DATA LISTING:
-.-.-

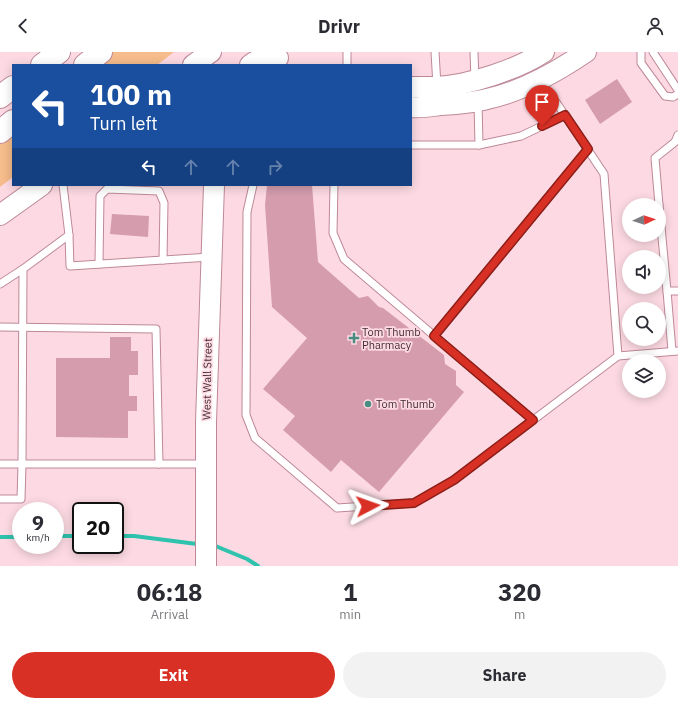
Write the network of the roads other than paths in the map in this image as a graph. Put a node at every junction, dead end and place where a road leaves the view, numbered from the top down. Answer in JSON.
{"nodes":[{"id":1,"x":59,"y":52,"type":"edge"},
{"id":2,"x":101,"y":52,"type":"edge"},
{"id":3,"x":210,"y":52,"type":"edge"},
{"id":4,"x":347,"y":52,"type":"edge"},
{"id":5,"x":436,"y":52,"type":"edge"},
{"id":6,"x":474,"y":52,"type":"edge"},
{"id":7,"x":586,"y":52,"type":"edge"},
{"id":8,"x":641,"y":52,"type":"edge"},
{"id":9,"x":653,"y":52,"type":"edge"},
{"id":10,"x":537,"y":56,"type":"edge"},
{"id":11,"x":281,"y":58,"type":"edge"},
{"id":12,"x":43,"y":64,"type":"edge"},
{"id":13,"x":85,"y":64,"type":"edge"},
{"id":14,"x":194,"y":64,"type":"edge"},
{"id":15,"x":251,"y":64,"type":"edge"},
{"id":16,"x":347,"y":64,"type":"edge"},
{"id":17,"x":539,"y":79,"type":"junction"},
{"id":18,"x":412,"y":87,"type":"edge"},
{"id":19,"x":12,"y":88,"type":"edge"},
{"id":20,"x":476,"y":90,"type":"junction"},
{"id":21,"x":678,"y":90,"type":"edge"},
{"id":22,"x":678,"y":94,"type":"edge"},
{"id":23,"x":437,"y":96,"type":"junction"},
{"id":24,"x":0,"y":97,"type":"edge"},
{"id":25,"x":412,"y":107,"type":"edge"},
{"id":26,"x":565,"y":115,"type":"junction"},
{"id":27,"x":12,"y":122,"type":"edge"},
{"id":28,"x":0,"y":132,"type":"edge"},
{"id":29,"x":678,"y":136,"type":"edge"},
{"id":30,"x":412,"y":145,"type":"edge"},
{"id":31,"x":479,"y":145,"type":"junction"},
{"id":32,"x":588,"y":149,"type":"junction"},
{"id":33,"x":41,"y":186,"type":"edge"},
{"id":34,"x":63,"y":186,"type":"edge"},
{"id":35,"x":253,"y":186,"type":"edge"},
{"id":36,"x":334,"y":186,"type":"edge"},
{"id":37,"x":214,"y":187,"type":"edge"},
{"id":38,"x":658,"y":198,"type":"edge"},
{"id":39,"x":0,"y":215,"type":"edge"},
{"id":40,"x":69,"y":235,"type":"junction"},
{"id":41,"x":662,"y":242,"type":"edge"},
{"id":42,"x":211,"y":257,"type":"junction"},
{"id":43,"x":163,"y":260,"type":"junction"},
{"id":44,"x":99,"y":264,"type":"junction"},
{"id":45,"x":23,"y":269,"type":"junction"},
{"id":46,"x":0,"y":284,"type":"edge"},
{"id":47,"x":667,"y":291,"type":"junction"},
{"id":48,"x":678,"y":291,"type":"edge"},
{"id":49,"x":23,"y":326,"type":"junction"},
{"id":50,"x":0,"y":327,"type":"edge"},
{"id":51,"x":434,"y":336,"type":"junction"},
{"id":52,"x":675,"y":351,"type":"edge"},
{"id":53,"x":618,"y":356,"type":"junction"},
{"id":54,"x":533,"y":420,"type":"junction"},
{"id":55,"x":0,"y":464,"type":"edge"},
{"id":56,"x":22,"y":464,"type":"junction"},
{"id":57,"x":159,"y":464,"type":"junction"},
{"id":58,"x":206,"y":464,"type":"junction"},
{"id":59,"x":0,"y":499,"type":"edge"},
{"id":60,"x":206,"y":566,"type":"edge"}],
"edges":[{"from":1,"to":12,"type":"highway"},
{"from":2,"to":13,"type":"highway"},
{"from":3,"to":14,"type":"main road"},
{"from":4,"to":16,"type":"lane"},
{"from":5,"to":23,"type":"lane"},
{"from":6,"to":20,"type":"lane"},
{"from":7,"to":17,"type":"main road"},
{"from":8,"to":22,"type":"lane"},
{"from":9,"to":21,"type":"lane"},
{"from":10,"to":17,"type":"main road"},
{"from":10,"to":20,"type":"main road"},
{"from":11,"to":15,"type":"main road"},
{"from":17,"to":20,"type":"main road"},
{"from":17,"to":26,"type":"lane"},
{"from":18,"to":23,"type":"main road"},
{"from":19,"to":24,"type":"highway"},
{"from":20,"to":23,"type":"main road"},
{"from":20,"to":31,"type":"lane"},
{"from":23,"to":25,"type":"main road"},
{"from":26,"to":31,"type":"lane"},
{"from":26,"to":32,"type":"lane"},
{"from":27,"to":28,"type":"highway"},
{"from":29,"to":38,"type":"lane"},
{"from":30,"to":31,"type":"lane"},
{"from":32,"to":51,"type":"lane"},
{"from":32,"to":53,"type":"lane"},
{"from":33,"to":39,"type":"main road"},
{"from":34,"to":40,"type":"lane"},
{"from":35,"to":54,"type":"lane"},
{"from":36,"to":51,"type":"lane"},
{"from":37,"to":42,"type":"main road","name":"West Wall Street"},
{"from":40,"to":44,"type":"lane"},
{"from":40,"to":45,"type":"lane"},
{"from":41,"to":47,"type":"lane"},
{"from":42,"to":43,"type":"lane"},
{"from":42,"to":58,"type":"main road","name":"West Wall Street"},
{"from":43,"to":44,"type":"lane"},
{"from":43,"to":44,"type":"lane"},
{"from":45,"to":46,"type":"lane"},
{"from":45,"to":49,"type":"lane"},
{"from":47,"to":48,"type":"lane"},
{"from":47,"to":52,"type":"lane"},
{"from":49,"to":50,"type":"lane"},
{"from":49,"to":56,"type":"lane"},
{"from":49,"to":57,"type":"lane"},
{"from":51,"to":54,"type":"lane"},
{"from":52,"to":53,"type":"lane"},
{"from":53,"to":54,"type":"lane"},
{"from":55,"to":56,"type":"lane"},
{"from":56,"to":57,"type":"lane"},
{"from":56,"to":59,"type":"lane"},
{"from":57,"to":58,"type":"lane"},
{"from":58,"to":60,"type":"main road","name":"West Wall Street"}]}
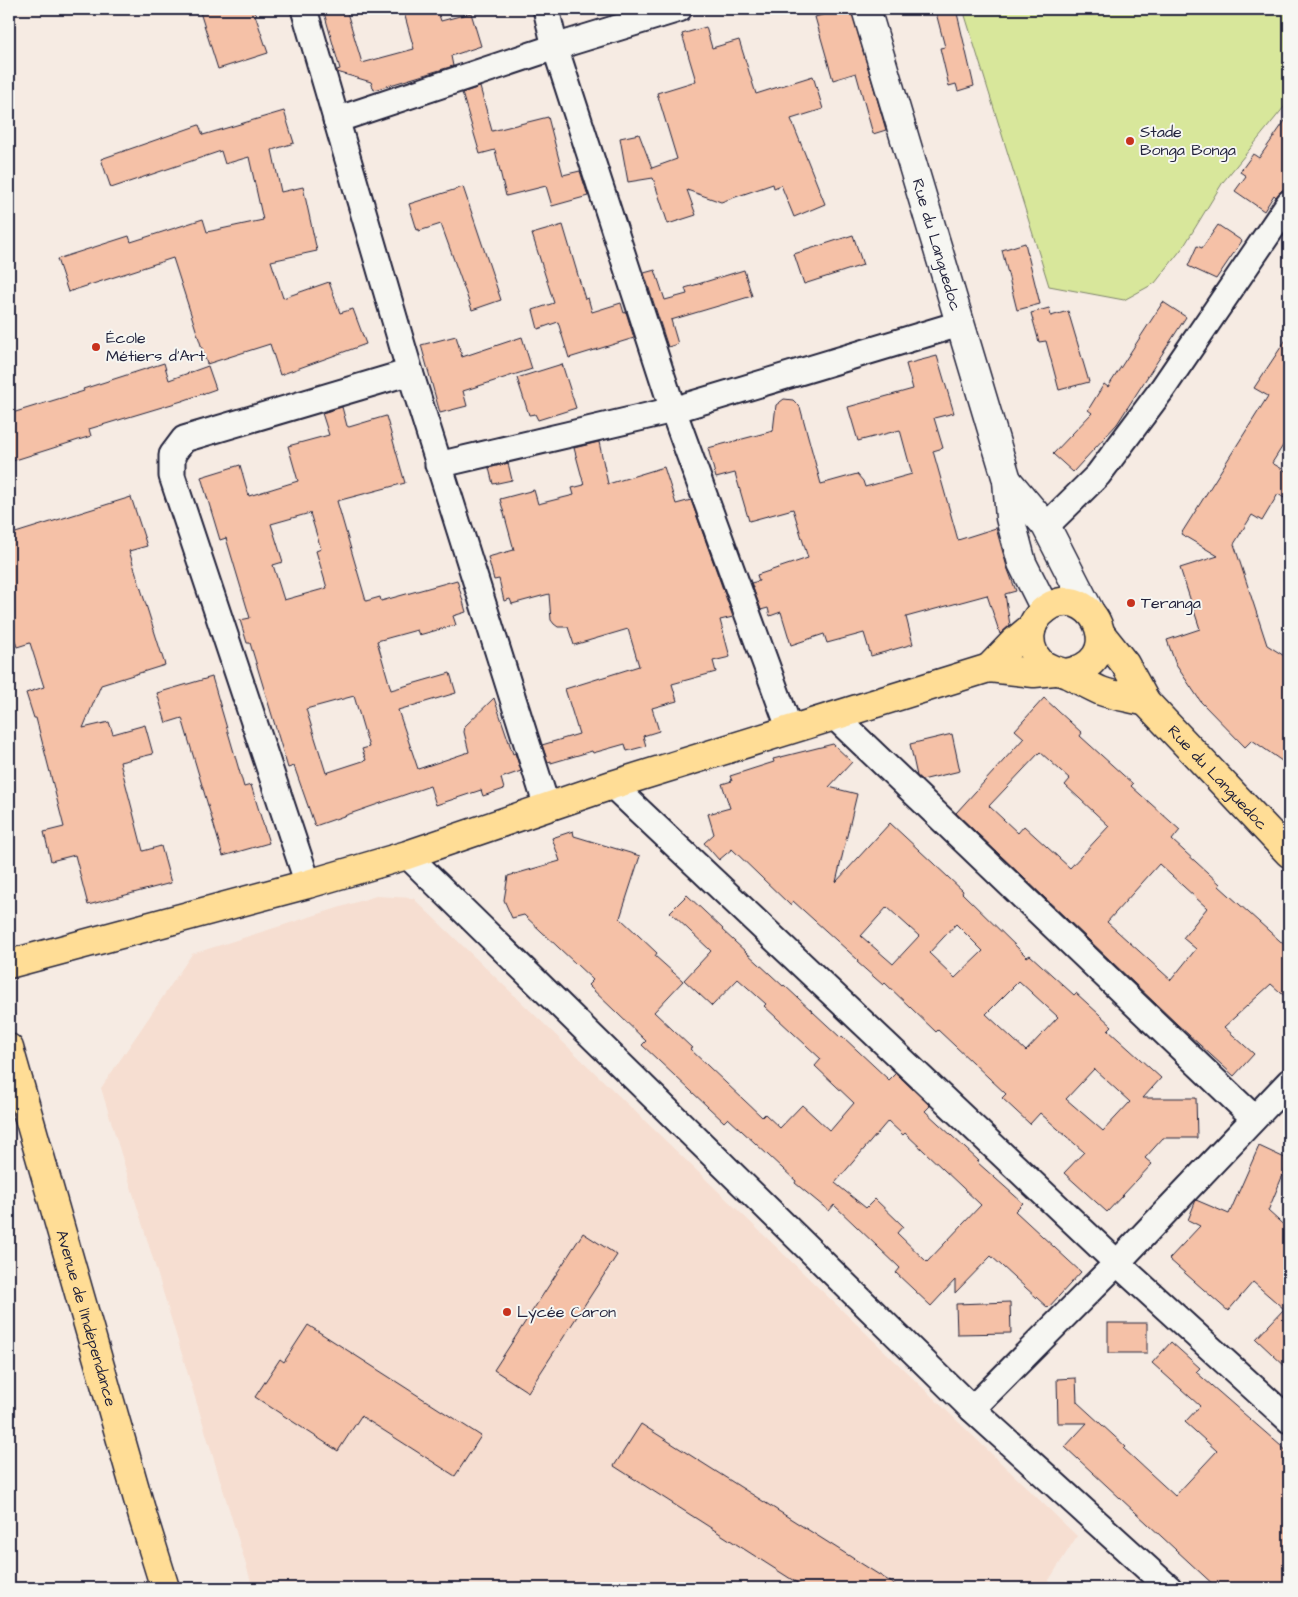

-.-.-

Return each line of the material above that holds the string "highway".

RESULT FOR THIS EXERCISE:
"edges":[{"from":1,"to":12,"type":"highway"},
{"from":2,"to":13,"type":"highway"},
{"from":19,"to":24,"type":"highway"},
{"from":27,"to":28,"type":"highway"},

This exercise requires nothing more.